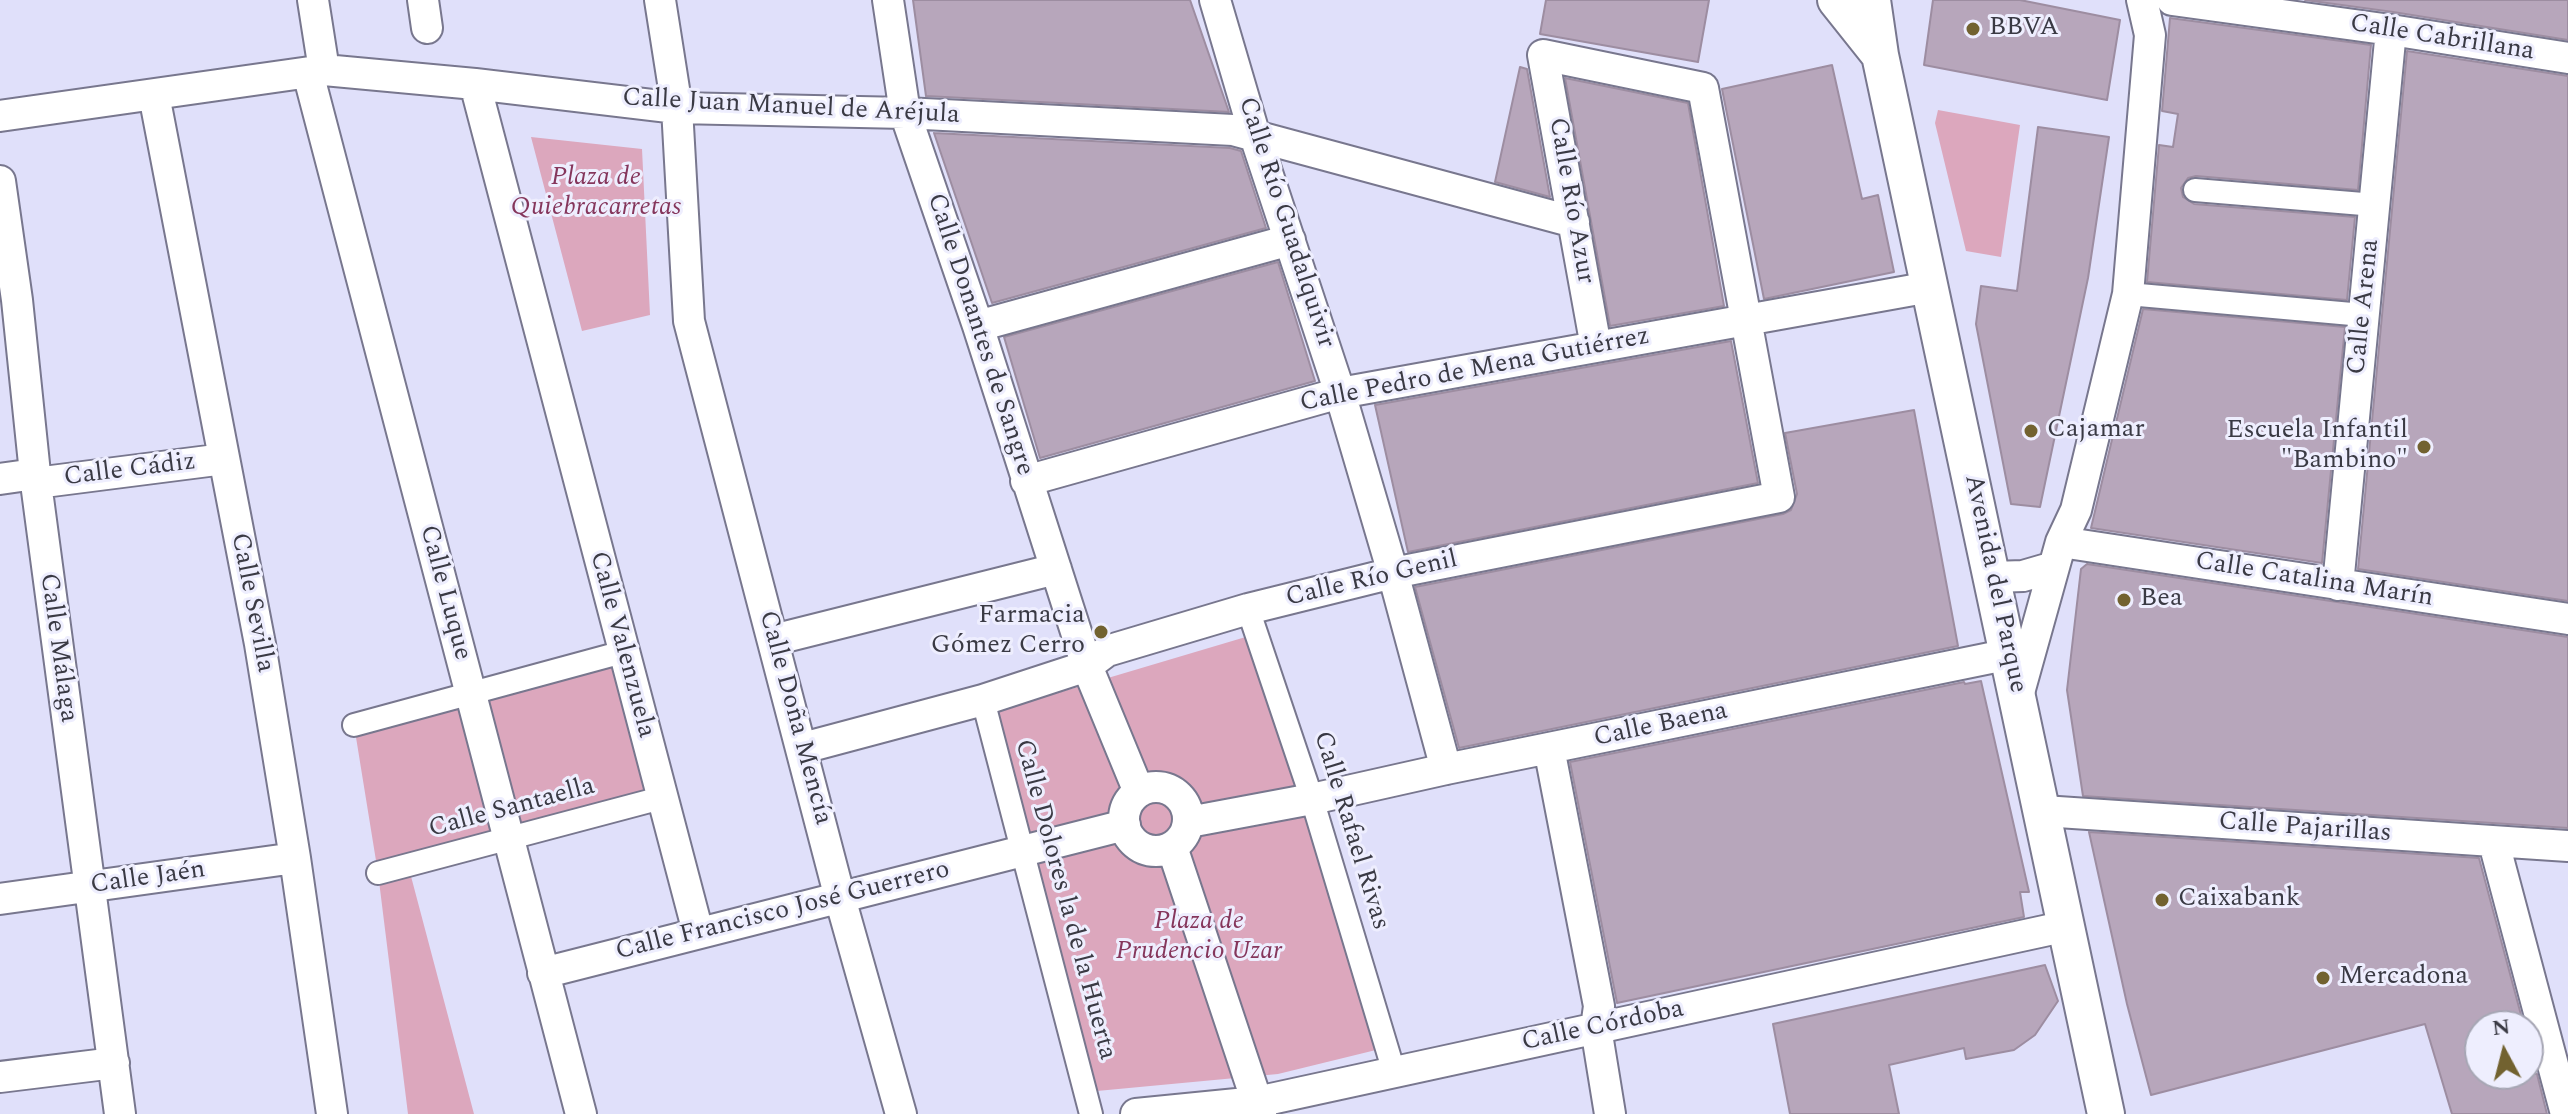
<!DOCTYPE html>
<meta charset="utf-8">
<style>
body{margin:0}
#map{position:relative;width:2568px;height:1114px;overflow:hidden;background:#e0e0fa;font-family:Spectral,serif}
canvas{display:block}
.north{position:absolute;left:2464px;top:1010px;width:80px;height:80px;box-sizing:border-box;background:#eeeefe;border:2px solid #a6a6b4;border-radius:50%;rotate:353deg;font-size:22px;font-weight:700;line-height:32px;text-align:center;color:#3a3a44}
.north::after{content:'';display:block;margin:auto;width:28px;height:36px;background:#726230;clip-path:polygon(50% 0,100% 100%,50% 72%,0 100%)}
</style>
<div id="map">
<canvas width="2568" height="1114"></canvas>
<div class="north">N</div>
</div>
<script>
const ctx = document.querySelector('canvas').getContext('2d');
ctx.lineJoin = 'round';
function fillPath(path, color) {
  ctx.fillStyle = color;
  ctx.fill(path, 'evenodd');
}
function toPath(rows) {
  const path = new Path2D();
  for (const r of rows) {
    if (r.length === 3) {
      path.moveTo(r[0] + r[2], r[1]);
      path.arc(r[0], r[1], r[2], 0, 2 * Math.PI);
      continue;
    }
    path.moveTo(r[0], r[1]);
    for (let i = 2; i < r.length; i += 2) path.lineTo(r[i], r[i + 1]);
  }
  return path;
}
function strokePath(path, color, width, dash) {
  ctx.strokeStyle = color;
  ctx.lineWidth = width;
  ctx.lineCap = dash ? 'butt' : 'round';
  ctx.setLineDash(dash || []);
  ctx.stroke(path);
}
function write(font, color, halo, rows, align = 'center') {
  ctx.font = font + ' Spectral,serif';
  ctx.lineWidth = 6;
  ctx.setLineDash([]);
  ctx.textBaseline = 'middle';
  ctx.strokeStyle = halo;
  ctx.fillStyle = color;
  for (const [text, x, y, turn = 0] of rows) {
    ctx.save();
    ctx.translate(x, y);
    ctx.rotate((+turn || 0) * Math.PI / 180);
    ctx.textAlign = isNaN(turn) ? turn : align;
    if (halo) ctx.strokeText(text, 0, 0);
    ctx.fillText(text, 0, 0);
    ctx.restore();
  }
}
const green = toPath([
 [1938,110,2020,125,2001,257,1966,251,1935,123],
 [531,137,642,149,650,315,582,331],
 [1249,636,1380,1049,1278,1074,1097,1091,997,711],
 [623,652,661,798,408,865,474,1114,408,1114,378,873,354,725]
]);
const building = toPath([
 [913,0,1190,0,1229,112,926,96,913,0],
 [1546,0,1709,0,1698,62,1540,34,1546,0],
 [1933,0,2020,0,2120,20,2107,100,1924,65,1933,0],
 [2305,0,2568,0,2568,40,2393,12,2305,0],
 [2170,18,2371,45,2358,190,2196,176,2188,178,2181,188,2183,197,2194,204,2355,217,2347,300,2147,282,2159,145,2173,147,2178,114,2162,111,2170,18],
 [2407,51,2568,76,2568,601,2358,569,2407,51],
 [1832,65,1862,199,1878,195,1894,272,1764,299,1722,89,1832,65],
 [1520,67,1527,69,1550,197,1495,182,1520,67],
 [1565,78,1688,103,1724,306,1610,326,1565,78],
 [2038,127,2109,137,2088,278,2040,507,2011,504,1976,324,1981,286,2017,291,2038,127],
 [934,133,1230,148,1241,151,1266,228,992,303,934,133],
 [1278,262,1315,381,1040,458,1004,337,1278,262],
 [2143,309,2345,327,2322,563,2091,528,2143,309],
 [1731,341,1758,483,1408,552,1375,405,1731,341],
 [1914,410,1958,646,1459,748,1415,587,1783,514,1791,510,1797,494,1785,433,1914,410],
 [2087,564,2568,637,2568,828,2083,796,2067,690,2081,569,2087,564],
 [1981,681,2029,892,2020,892,2024,917,1617,1003,1570,762,1964,682,1965,684,1981,681],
 [2089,832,2479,858,2524,1026,2480,1026,2480,1074,2537,1074,2547,1114,2452,1114,2425,1024,2151,1095,2127,1004,2089,832],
 [2045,965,2058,1001,2035,1035,2014,1050,1966,1059,1964,1048,1889,1065,1899,1114,1790,1114,1773,1024,2045,965]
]);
const pedestrian = toPath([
 [2195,190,2375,205],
 [2128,294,2363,315],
 [1248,609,1312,799,1394,1072],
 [983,700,1091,1114],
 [354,725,623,652],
 [378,873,661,798]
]);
const minor = toPath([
 [313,0,324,70],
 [423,0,427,28],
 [660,0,677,108,689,321,840,898,901,1114],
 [888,0,905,113,978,326,1087,666,1139,792],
 [1215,0,1255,136,1340,393,1393,573,1446,769],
 [2172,0,2391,30,2568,58],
 [308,73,581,1114],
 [475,84,698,932],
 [154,95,260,644,295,858,332,1114],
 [0,116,324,70,475,84,677,108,905,113,1233,130,1574,222],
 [0,181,17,300,36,483,120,1114],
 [978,326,1290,240],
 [0,479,35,474],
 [1026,481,1340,393,1930,287],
 [36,483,224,459],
 [2061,542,2568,619],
 [1993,577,2023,576,2054,567],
 [2338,585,2391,30],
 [773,640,1056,569],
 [2020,689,2061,542,2076,510,2128,294,2150,35,2142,0],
 [803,748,983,700,1087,666,1107,651,1248,609,1393,573,1779,497,1703,88,1543,55,1596,347],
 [1549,748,1599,1006,1596,1028,1610,1114],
 [1156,819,32],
 [2043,811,2568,846],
 [1189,822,1312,799,1446,769,2010,654],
 [2494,843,2566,1114],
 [1172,847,1261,1114],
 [0,899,295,858],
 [543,973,1125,825],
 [0,1077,114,1063],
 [1136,1114,1257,1102,2067,926]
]);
const tertiary = toPath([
 [1836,0,1879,54],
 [1872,0,1880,55,2106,1114]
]);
const markers = [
 [1973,29,8,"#726230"],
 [2031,431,8,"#726230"],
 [2424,447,8,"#726230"],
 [2124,600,8,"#726230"],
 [1101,632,8,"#726230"],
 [2162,900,8,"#726230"],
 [2323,978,8,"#726230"]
];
const poiNames = [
 ["BBVA",1989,29],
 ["Cajamar",2047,431],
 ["Escuela Infantil",2408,432,"right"],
 ["\"Bambino\"",2408,462,"right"],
 ["Bea",2140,600],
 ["Farmacia",1085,617,"right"],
 ["Gómez Cerro",1085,647,"right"],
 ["Caixabank",2178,900],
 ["Mercadona",2339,978]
];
const streetNames = [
 ["Calle Cabrillana",2442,39,9],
 ["Calle Juan Manuel de Aréjula",791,108,3],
 ["Calle Río Azur",1570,201,80],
 ["Calle Río Guadalquivir",1285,223,72],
 ["Calle Arena",2365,307,-84],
 ["Calle Donantes de Sangre",979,335,72],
 ["Calle Pedro de Mena Gutiérrez",1475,371,-11],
 ["Calle Cádiz",130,471,-7],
 ["Calle Río Genil",1372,580,-13],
 ["Calle Catalina Marín",2314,581,9],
 ["Avenida del Parque",1994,584,78],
 ["Calle Luque",444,593,75],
 ["Calle Sevilla",251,603,79],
 ["Calle Valenzuela",621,645,75],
 ["Calle Málaga",57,648,82],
 ["Calle Doña Mencía",794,718,75],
 ["Calle Baena",1661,726,-12],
 ["Calle Santaella",512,809,-15],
 ["Calle Pajarillas",2305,829,4],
 ["Calle Rafael Rivas",1350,831,73],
 ["Calle Jaén",148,879,-8],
 ["Calle Dolores la de la Huerta",1064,900,75],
 ["Calle Francisco José Guerrero",783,912,-14],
 ["Calle Córdoba",1603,1027,-12]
];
const parkNames = [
 ["Plaza de",596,179],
 ["Quiebracarretas",596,209],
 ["Plaza de",1199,923],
 ["Prudencio Uzar",1199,953]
];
fillPath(green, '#dca7bd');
fillPath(building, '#b7a6bb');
strokePath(building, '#9d8da1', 2);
strokePath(pedestrian, '#78778e', 26);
strokePath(minor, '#78778e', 34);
strokePath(tertiary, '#78778e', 40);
strokePath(pedestrian, '#fff', 22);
strokePath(minor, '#fff', 30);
strokePath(tertiary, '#fff', 36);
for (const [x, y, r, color] of markers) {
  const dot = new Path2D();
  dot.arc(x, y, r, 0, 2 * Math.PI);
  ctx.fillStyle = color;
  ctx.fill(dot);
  strokePath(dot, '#eeeefe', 3);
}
write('26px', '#3a3a44', '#eeeefe', poiNames, 'left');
write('26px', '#3a3a44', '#eeeefe', streetNames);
write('italic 26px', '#85365c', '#eeeefe', parkNames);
</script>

================

[PROBLEM DESCRIPTION] Lines of the material may hold the string "halo". Copy each one that does.

[EXERCISE OUTPUT]
function write(font, color, halo, rows, align = 'center') {
  ctx.strokeStyle = halo;
    if (halo) ctx.strokeText(text, 0, 0);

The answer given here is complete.